§ What the task asks:
The full set of entries must be copied exactly.

§ Material to process:
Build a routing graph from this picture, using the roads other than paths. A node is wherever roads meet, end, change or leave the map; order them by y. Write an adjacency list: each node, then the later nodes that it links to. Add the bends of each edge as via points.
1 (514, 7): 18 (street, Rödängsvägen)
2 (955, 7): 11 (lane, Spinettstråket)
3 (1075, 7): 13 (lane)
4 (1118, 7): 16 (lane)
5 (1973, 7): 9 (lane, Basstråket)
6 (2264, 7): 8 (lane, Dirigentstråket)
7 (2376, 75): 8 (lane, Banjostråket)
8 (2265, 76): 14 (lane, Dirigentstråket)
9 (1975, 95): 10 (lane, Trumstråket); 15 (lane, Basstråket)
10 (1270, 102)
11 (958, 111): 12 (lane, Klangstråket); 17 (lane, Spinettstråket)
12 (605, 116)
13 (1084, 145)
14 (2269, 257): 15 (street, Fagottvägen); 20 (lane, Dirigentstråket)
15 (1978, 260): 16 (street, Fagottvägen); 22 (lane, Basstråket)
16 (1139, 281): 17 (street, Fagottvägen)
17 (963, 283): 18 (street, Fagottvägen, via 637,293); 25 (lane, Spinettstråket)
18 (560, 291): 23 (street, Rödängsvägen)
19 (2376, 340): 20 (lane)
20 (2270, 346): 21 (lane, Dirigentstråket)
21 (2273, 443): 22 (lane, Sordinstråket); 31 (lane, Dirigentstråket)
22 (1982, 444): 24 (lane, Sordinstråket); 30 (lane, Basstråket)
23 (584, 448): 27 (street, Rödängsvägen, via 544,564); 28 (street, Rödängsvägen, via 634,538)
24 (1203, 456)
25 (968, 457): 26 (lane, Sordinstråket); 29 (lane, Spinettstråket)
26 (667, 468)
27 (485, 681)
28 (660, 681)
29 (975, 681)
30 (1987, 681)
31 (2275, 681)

§ Result:
Build a routing graph from this picture, using the roads other than paths. A node is wherever roads meet, end, change or leave the map; order them by y. Write an adjacency list: each node, then the later nodes that it links to. Add the bends of each edge as via points.
1 (514, 7): 18 (street, Rödängsvägen)
2 (955, 7): 11 (lane, Spinettstråket)
3 (1075, 7): 13 (lane)
4 (1118, 7): 16 (lane)
5 (1973, 7): 9 (lane, Basstråket)
6 (2264, 7): 8 (lane, Dirigentstråket)
7 (2376, 75): 8 (lane, Banjostråket)
8 (2265, 76): 14 (lane, Dirigentstråket)
9 (1975, 95): 10 (lane, Trumstråket); 15 (lane, Basstråket)
10 (1270, 102)
11 (958, 111): 12 (lane, Klangstråket); 17 (lane, Spinettstråket)
12 (605, 116)
13 (1084, 145)
14 (2269, 257): 15 (street, Fagottvägen); 20 (lane, Dirigentstråket)
15 (1978, 260): 16 (street, Fagottvägen); 22 (lane, Basstråket)
16 (1139, 281): 17 (street, Fagottvägen)
17 (963, 283): 18 (street, Fagottvägen, via 637,293); 25 (lane, Spinettstråket)
18 (560, 291): 23 (street, Rödängsvägen)
19 (2376, 340): 20 (lane)
20 (2270, 346): 21 (lane, Dirigentstråket)
21 (2273, 443): 22 (lane, Sordinstråket); 31 (lane, Dirigentstråket)
22 (1982, 444): 24 (lane, Sordinstråket); 30 (lane, Basstråket)
23 (584, 448): 27 (street, Rödängsvägen, via 544,564); 28 (street, Rödängsvägen, via 634,538)
24 (1203, 456)
25 (968, 457): 26 (lane, Sordinstråket); 29 (lane, Spinettstråket)
26 (667, 468)
27 (485, 681)
28 (660, 681)
29 (975, 681)
30 (1987, 681)
31 (2275, 681)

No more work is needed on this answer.